Transportation tracked for new City of Nanaimo survey

NANAIMO – A new transportation survey looks at how people are moving within Nanaimo.

Intersection video cameras will help the city track movement in the Harbour City, including if people are carpooling or travelling alone.

A $85,000 transportation survey is being launched by the City of Nanaimo this month to see how people are travelling five years after transportation was last surveyed in this city.

Eighty-eight per cent of people’s daily travel was by car in 2012, while sustainable transportation, like cycling, walking and transit made up 12 per cent something the city wants to see doubled, the city’s transportation master plan shows.

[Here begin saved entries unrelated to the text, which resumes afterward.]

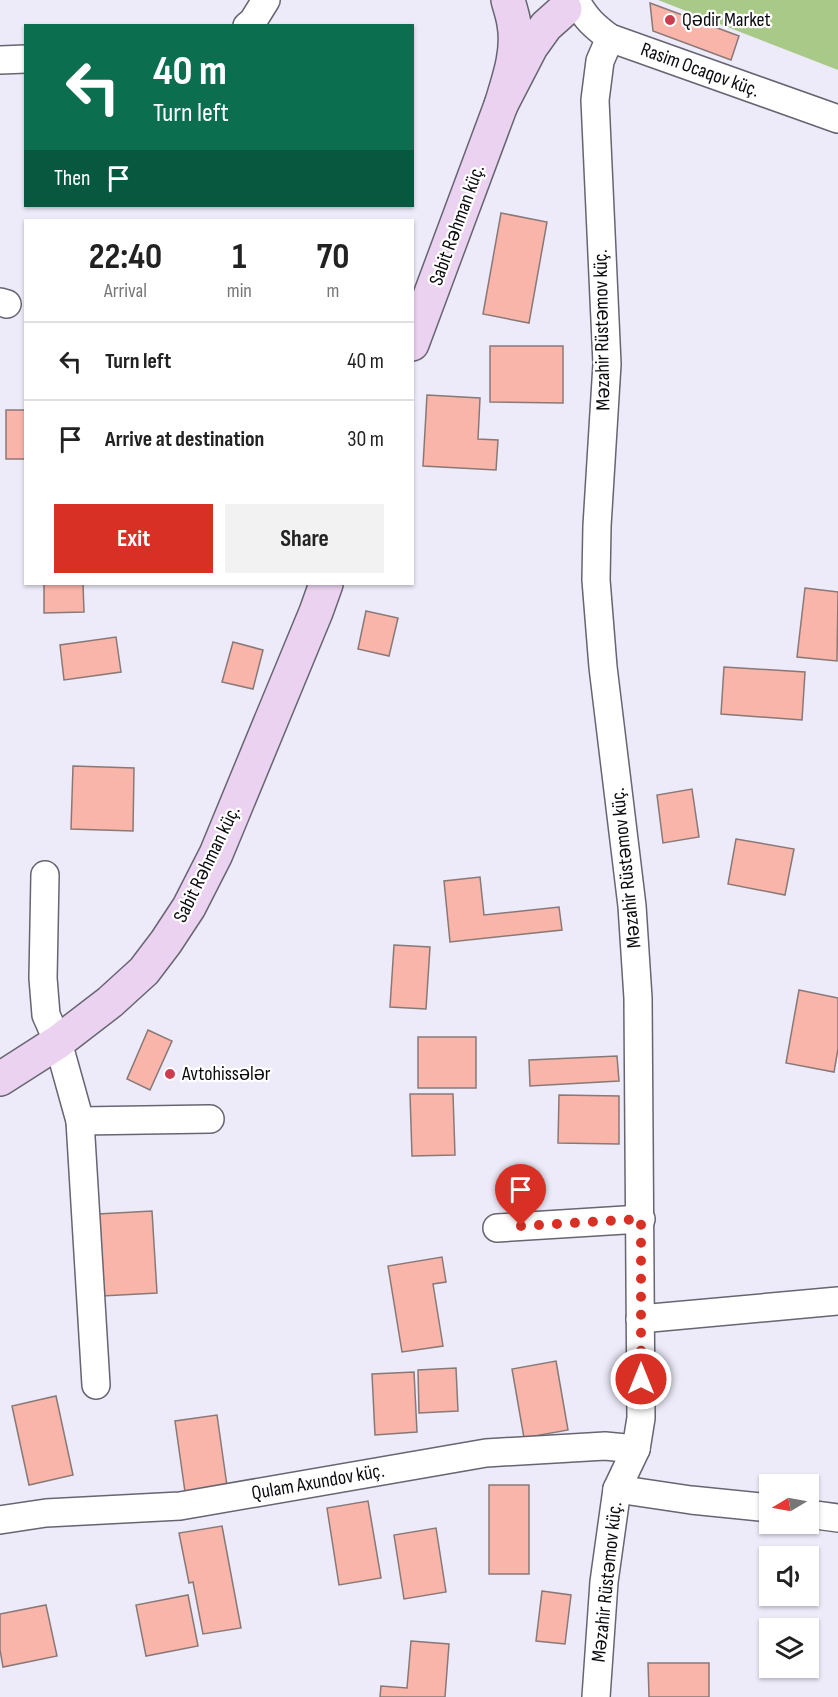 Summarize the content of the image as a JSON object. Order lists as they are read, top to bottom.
{
  "streets": {
    "main road": ["Sabit Rəhman küç."],
    "street": ["Rasim Ocaqov küç.", "Məzahir Rüstəmov küç.", "Qulam Axundov küç."]
  },
  "crossings": [
    ["Rasim Ocaqov küç.", "Məzahir Rüstəmov küç."],
    ["Məzahir Rüstəmov küç.", "Qulam Axundov küç."]
  ],
  "places": ["Qədir Market", "Avtohissələr"],
  "north": "left",
  "page": {
    "turn": ["40 m", "Turn left"],
    "then": "Then",
    "eta": [
      "22:40",
      "Arrival",
      "1",
      "min",
      "70",
      "m"
    ],
    "list": [
      {
        "name": "Turn left",
        "value": "40 m"
      },
      {
        "name": "Arrive at destination",
        "value": "30 m"
      }
    ],
    "buttons": ["Exit", "Share"]
  }
} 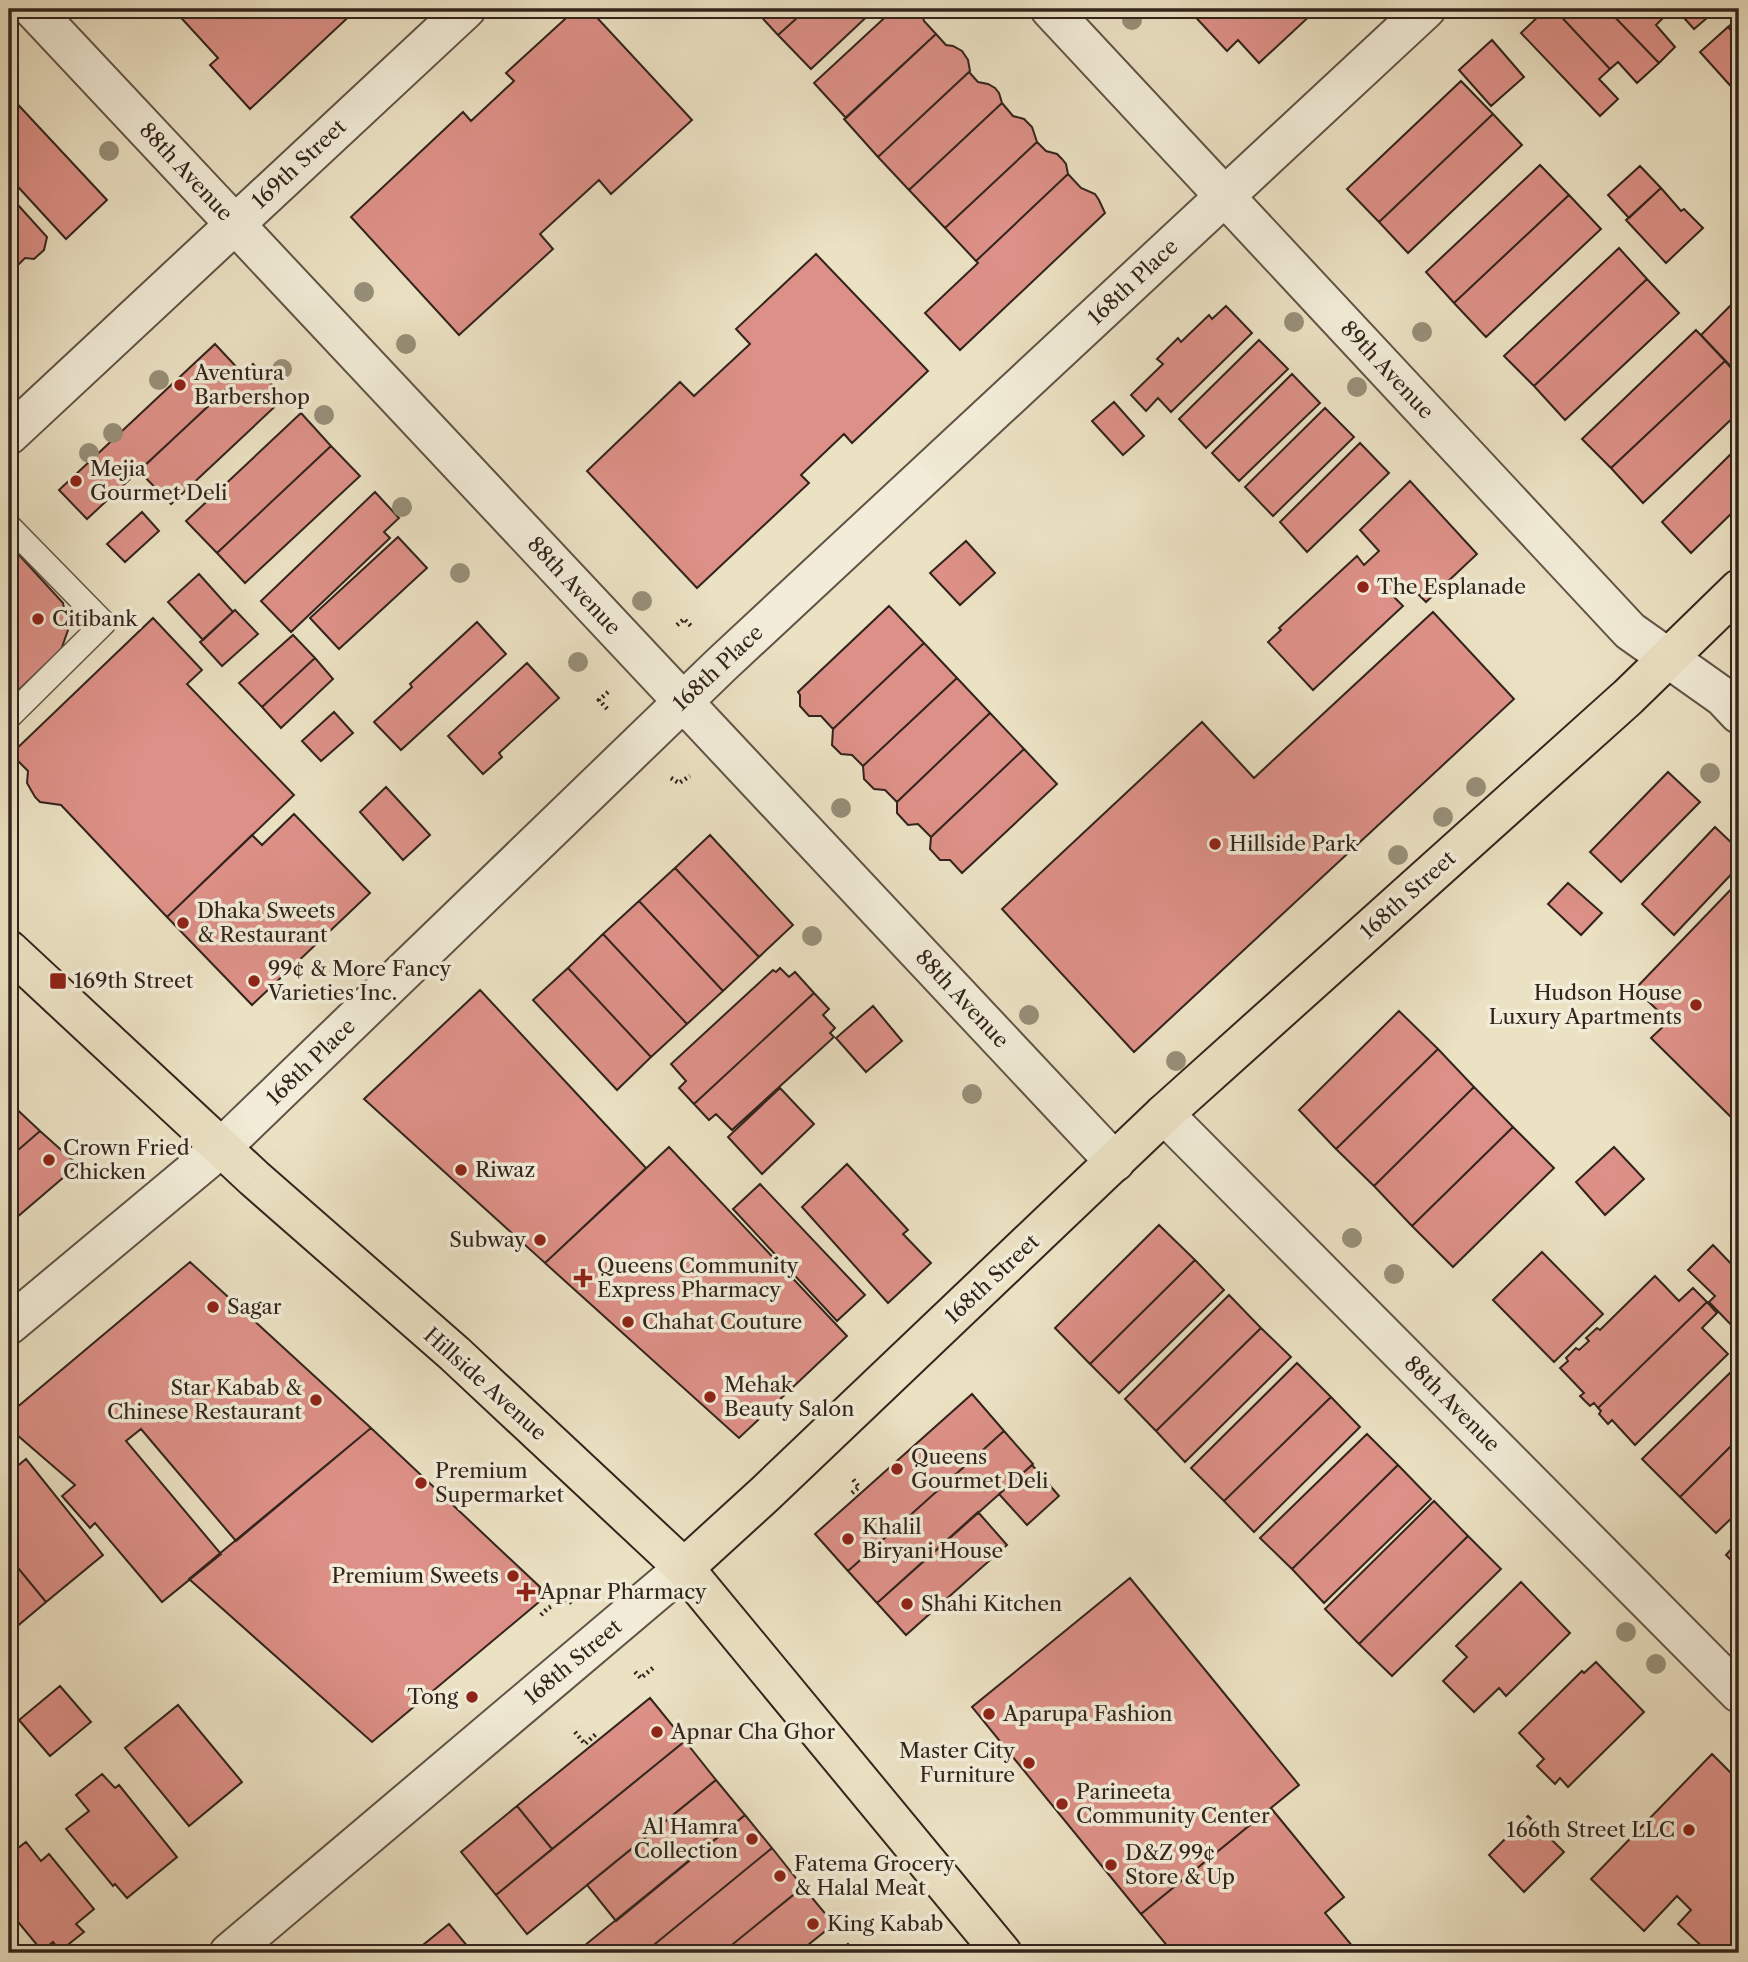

Jamie Rose, city construction specialist, said the city has built more cycling facilities and bike routes, new sidewalks and has worked with transit, so there are opportunities to see shifts away from personal vehicles.

The new study is to look at what the trends are and if the city is going in the right direction.

Traffic hose counters were set up Wednesday and ridership counts on buses and the video cameras for intersections will begin this week.

Coun. Diane Brennan calls the survey imperative and said in an e-mail that it will assist in designing and implementing the next five-year budget.

“It has been five years since the last one was done. We adopted the [transportation master] plan in 2014 so three years down the road, what has the effect been?” she asked. “We need to know how our policies effect transportation choices, then we can see how policies have worked so far and what changes are necessary.”

Watt Consulting Group, which did the city’s transportation survey in 2012, will also do the new survey. Some of the same locations as before will be used to collect information, along with new ones for more robust data, such as 19 intersections along the Nanaimo Parkway and Old Island Highway, so consultants can see the north-south movement through the city.

Temporary video cameras will give consultants a bird’s-eye view of intersections where they will count number and type of vehicles and occupancy.

“For the video camera intersection counts it will be able to provide us with a really great snapshot on how much volume is travelling along each section of the city,” said Nadine King, senior transportation engineer for the consulting group. The city says privacy will be respected and maintained throughout the project. Survey work goes until mid-June and results are expected to be released this summer.